▸ Your objective: Beginning at the line that contains "Build a routing", reproduce every line to the end of the material without changing any of them.

▸ Provided data:
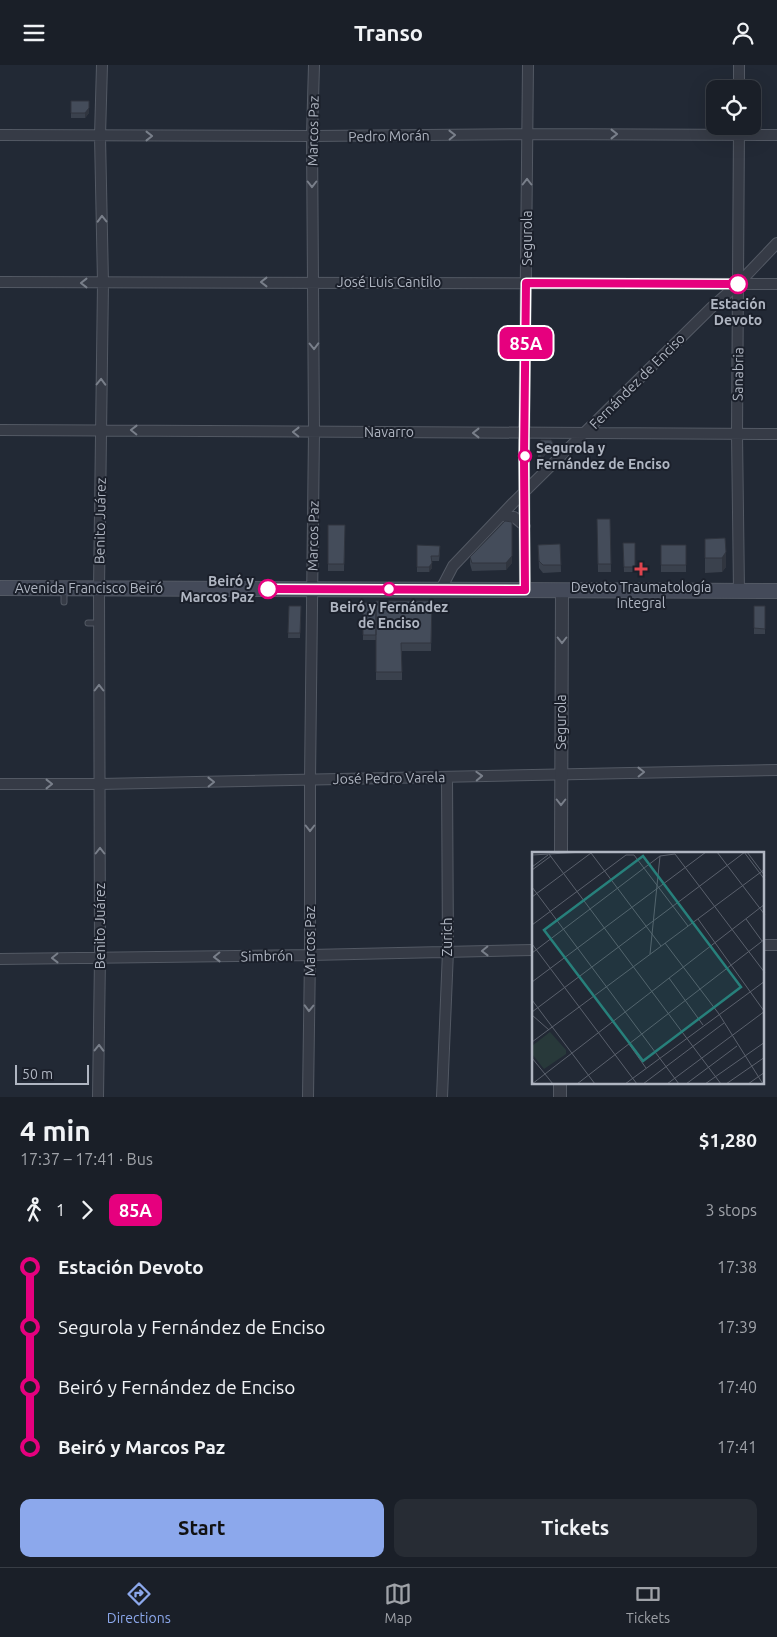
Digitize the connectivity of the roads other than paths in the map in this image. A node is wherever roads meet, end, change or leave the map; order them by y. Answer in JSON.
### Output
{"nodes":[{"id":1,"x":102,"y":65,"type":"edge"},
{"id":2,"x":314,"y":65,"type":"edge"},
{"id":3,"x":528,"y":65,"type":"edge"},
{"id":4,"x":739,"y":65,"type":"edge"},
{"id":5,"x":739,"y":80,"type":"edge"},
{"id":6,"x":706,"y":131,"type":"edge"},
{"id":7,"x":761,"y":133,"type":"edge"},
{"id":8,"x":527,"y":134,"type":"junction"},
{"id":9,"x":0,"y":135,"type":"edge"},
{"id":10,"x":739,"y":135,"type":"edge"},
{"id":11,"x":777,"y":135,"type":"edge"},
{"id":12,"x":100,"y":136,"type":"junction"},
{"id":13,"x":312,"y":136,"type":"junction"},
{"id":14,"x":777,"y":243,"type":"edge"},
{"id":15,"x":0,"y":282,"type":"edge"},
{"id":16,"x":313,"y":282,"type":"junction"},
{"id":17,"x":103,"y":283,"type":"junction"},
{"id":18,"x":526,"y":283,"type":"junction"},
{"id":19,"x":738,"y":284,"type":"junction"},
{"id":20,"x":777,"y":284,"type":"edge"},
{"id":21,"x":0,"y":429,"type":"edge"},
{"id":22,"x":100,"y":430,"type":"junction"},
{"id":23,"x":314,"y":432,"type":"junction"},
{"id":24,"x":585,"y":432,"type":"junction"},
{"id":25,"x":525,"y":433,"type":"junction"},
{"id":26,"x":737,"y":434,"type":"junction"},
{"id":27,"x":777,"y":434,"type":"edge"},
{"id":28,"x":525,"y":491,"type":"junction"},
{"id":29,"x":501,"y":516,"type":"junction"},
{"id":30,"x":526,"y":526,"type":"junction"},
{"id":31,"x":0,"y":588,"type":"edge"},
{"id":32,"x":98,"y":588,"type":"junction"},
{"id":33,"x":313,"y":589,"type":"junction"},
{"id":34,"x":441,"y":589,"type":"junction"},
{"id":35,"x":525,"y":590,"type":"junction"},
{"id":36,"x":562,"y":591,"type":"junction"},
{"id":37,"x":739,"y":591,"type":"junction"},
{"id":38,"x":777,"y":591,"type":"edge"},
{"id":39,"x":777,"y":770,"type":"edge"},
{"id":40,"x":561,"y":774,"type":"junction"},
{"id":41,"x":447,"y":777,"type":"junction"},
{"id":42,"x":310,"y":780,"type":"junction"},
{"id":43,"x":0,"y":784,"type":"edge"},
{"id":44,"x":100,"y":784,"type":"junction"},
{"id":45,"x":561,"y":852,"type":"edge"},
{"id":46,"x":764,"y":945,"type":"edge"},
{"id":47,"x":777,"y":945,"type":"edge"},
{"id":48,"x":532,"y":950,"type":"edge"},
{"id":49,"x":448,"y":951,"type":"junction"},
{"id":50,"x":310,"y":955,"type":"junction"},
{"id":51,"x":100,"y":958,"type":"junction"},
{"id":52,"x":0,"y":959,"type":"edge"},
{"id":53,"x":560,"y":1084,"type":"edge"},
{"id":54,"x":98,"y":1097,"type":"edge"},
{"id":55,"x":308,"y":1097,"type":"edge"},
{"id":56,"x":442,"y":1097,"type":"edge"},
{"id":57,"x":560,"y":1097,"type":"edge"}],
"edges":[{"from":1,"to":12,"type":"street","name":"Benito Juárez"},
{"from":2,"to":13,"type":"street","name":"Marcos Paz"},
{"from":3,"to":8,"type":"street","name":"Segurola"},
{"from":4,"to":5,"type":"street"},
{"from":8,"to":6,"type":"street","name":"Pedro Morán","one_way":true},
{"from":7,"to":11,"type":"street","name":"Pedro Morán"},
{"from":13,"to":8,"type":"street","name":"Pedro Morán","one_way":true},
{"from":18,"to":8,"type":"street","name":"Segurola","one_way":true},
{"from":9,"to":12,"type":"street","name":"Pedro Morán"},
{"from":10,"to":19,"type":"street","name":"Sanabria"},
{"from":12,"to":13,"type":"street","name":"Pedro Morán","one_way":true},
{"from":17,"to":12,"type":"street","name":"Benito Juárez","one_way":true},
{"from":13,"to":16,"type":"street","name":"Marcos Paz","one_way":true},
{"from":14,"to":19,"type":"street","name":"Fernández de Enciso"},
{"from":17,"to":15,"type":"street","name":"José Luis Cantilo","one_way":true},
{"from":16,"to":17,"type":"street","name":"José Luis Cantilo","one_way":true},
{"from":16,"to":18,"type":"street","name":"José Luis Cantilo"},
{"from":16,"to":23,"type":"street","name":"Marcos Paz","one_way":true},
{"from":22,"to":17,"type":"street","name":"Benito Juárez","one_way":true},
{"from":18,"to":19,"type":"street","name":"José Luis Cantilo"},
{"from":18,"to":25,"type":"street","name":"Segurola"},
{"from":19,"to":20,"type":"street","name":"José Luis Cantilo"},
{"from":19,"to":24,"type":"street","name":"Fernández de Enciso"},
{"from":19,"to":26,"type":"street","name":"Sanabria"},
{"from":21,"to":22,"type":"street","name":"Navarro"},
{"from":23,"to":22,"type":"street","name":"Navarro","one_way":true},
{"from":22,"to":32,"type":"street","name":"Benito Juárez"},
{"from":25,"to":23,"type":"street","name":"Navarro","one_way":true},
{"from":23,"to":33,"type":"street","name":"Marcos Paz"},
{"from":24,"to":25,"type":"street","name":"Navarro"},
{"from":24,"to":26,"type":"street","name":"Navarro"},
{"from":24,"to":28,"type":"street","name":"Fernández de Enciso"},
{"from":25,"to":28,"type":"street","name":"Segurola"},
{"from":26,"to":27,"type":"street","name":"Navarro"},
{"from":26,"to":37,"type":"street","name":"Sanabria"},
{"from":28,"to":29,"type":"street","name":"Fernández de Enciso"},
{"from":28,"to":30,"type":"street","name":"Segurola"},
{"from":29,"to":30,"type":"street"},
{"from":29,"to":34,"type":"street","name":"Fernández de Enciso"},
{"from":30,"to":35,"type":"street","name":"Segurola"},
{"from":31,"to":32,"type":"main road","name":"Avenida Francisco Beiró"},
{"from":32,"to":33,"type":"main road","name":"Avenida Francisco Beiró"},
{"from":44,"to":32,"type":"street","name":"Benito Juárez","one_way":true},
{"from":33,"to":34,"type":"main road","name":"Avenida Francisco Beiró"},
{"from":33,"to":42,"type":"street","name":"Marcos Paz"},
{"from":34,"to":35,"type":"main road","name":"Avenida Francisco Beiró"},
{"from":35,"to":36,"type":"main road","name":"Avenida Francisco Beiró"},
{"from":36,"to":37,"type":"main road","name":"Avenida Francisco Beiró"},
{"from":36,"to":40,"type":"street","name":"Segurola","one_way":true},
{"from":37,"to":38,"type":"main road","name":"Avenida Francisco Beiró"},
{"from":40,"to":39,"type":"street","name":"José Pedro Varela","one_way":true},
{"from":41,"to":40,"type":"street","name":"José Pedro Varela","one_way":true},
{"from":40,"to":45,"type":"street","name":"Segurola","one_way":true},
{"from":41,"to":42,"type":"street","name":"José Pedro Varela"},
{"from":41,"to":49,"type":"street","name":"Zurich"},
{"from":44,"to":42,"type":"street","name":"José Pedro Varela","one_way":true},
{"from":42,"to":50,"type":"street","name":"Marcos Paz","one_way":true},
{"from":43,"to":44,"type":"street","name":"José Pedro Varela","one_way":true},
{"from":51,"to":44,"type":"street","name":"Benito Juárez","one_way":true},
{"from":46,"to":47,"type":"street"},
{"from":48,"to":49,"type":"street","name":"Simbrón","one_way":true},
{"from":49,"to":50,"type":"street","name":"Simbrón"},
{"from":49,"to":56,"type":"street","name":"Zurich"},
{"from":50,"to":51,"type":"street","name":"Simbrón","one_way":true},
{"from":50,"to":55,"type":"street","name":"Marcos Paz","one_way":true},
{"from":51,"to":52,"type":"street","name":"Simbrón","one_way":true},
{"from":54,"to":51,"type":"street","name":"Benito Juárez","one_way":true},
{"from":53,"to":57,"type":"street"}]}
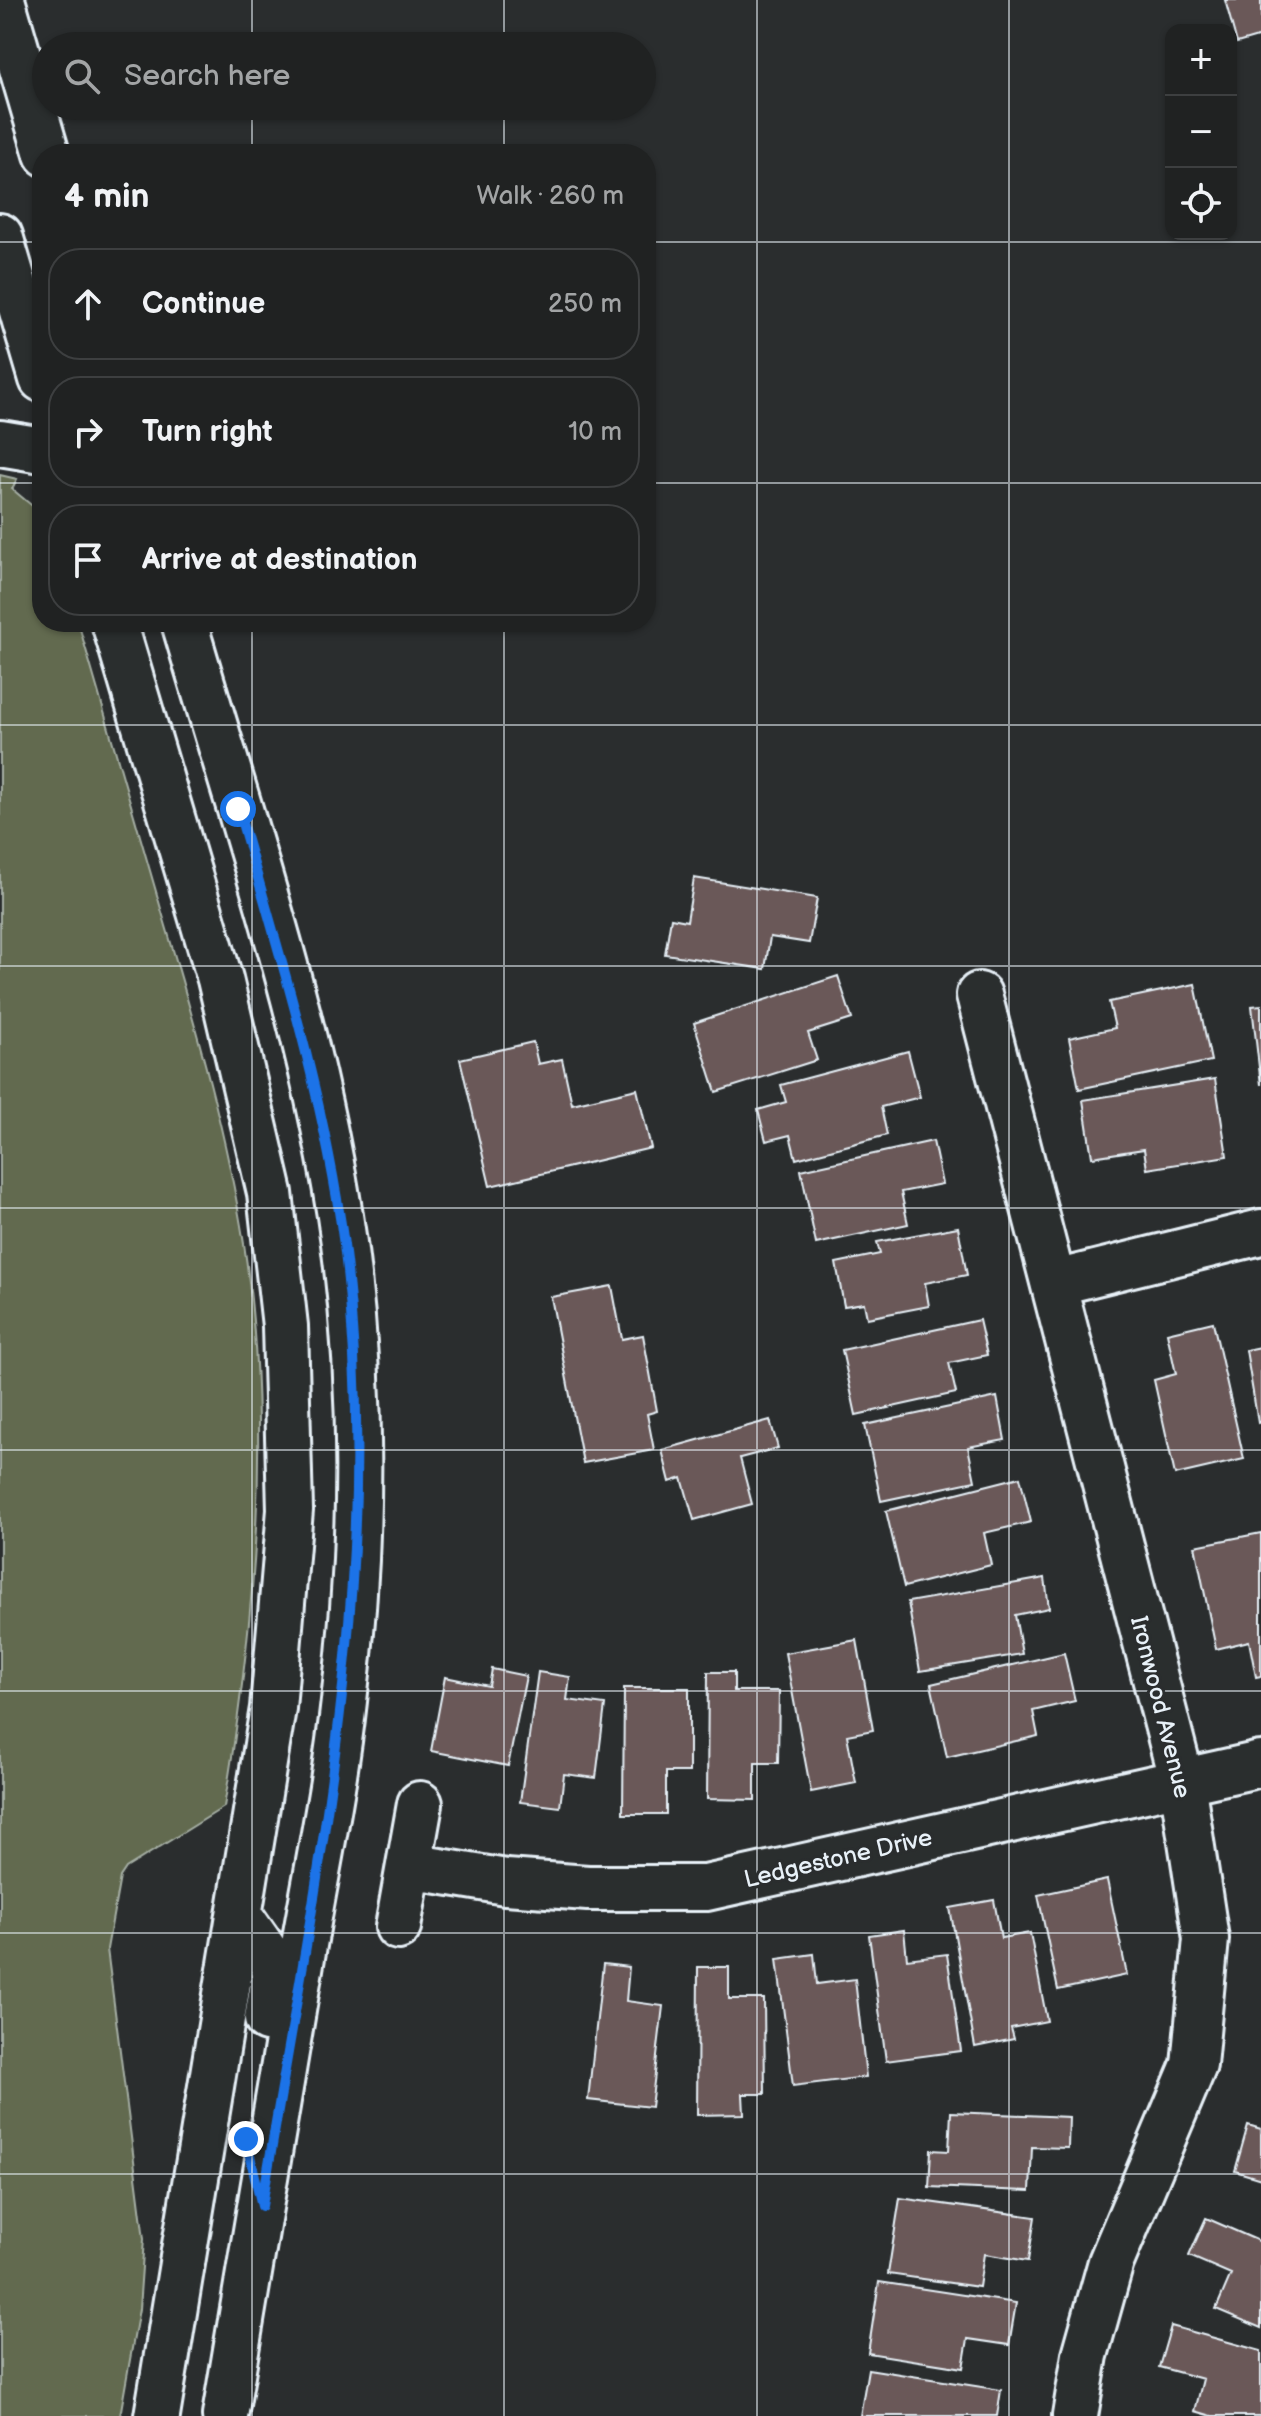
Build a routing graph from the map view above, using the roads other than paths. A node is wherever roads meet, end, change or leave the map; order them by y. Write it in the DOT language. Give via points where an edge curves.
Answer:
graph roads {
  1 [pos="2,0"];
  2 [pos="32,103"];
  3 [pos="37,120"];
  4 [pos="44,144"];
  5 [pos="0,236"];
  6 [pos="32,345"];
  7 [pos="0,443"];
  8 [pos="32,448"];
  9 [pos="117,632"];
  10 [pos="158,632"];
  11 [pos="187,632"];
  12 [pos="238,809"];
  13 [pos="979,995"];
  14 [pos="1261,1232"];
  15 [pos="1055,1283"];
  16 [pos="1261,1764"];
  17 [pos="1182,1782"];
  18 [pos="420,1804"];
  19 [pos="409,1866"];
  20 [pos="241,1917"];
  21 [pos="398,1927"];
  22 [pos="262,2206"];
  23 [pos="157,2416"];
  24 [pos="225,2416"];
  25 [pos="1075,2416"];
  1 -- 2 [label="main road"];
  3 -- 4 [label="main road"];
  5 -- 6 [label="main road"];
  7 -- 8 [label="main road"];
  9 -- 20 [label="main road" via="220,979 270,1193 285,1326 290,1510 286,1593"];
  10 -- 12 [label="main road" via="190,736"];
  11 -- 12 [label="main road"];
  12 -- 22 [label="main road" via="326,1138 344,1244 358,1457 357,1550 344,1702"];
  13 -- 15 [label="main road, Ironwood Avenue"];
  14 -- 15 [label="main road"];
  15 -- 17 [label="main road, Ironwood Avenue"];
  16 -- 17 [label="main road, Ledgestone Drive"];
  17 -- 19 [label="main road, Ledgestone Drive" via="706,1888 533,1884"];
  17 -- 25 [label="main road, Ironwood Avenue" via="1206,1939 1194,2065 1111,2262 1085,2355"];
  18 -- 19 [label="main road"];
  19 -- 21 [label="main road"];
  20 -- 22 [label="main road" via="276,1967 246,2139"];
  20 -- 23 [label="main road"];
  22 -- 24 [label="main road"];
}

▸ Exercise solution:
Build a routing graph from the map view above, using the roads other than paths. A node is wherever roads meet, end, change or leave the map; order them by y. Write it in the DOT language. Give via points where an edge curves.
Answer:
graph roads {
  1 [pos="2,0"];
  2 [pos="32,103"];
  3 [pos="37,120"];
  4 [pos="44,144"];
  5 [pos="0,236"];
  6 [pos="32,345"];
  7 [pos="0,443"];
  8 [pos="32,448"];
  9 [pos="117,632"];
  10 [pos="158,632"];
  11 [pos="187,632"];
  12 [pos="238,809"];
  13 [pos="979,995"];
  14 [pos="1261,1232"];
  15 [pos="1055,1283"];
  16 [pos="1261,1764"];
  17 [pos="1182,1782"];
  18 [pos="420,1804"];
  19 [pos="409,1866"];
  20 [pos="241,1917"];
  21 [pos="398,1927"];
  22 [pos="262,2206"];
  23 [pos="157,2416"];
  24 [pos="225,2416"];
  25 [pos="1075,2416"];
  1 -- 2 [label="main road"];
  3 -- 4 [label="main road"];
  5 -- 6 [label="main road"];
  7 -- 8 [label="main road"];
  9 -- 20 [label="main road" via="220,979 270,1193 285,1326 290,1510 286,1593"];
  10 -- 12 [label="main road" via="190,736"];
  11 -- 12 [label="main road"];
  12 -- 22 [label="main road" via="326,1138 344,1244 358,1457 357,1550 344,1702"];
  13 -- 15 [label="main road, Ironwood Avenue"];
  14 -- 15 [label="main road"];
  15 -- 17 [label="main road, Ironwood Avenue"];
  16 -- 17 [label="main road, Ledgestone Drive"];
  17 -- 19 [label="main road, Ledgestone Drive" via="706,1888 533,1884"];
  17 -- 25 [label="main road, Ironwood Avenue" via="1206,1939 1194,2065 1111,2262 1085,2355"];
  18 -- 19 [label="main road"];
  19 -- 21 [label="main road"];
  20 -- 22 [label="main road" via="276,1967 246,2139"];
  20 -- 23 [label="main road"];
  22 -- 24 [label="main road"];
}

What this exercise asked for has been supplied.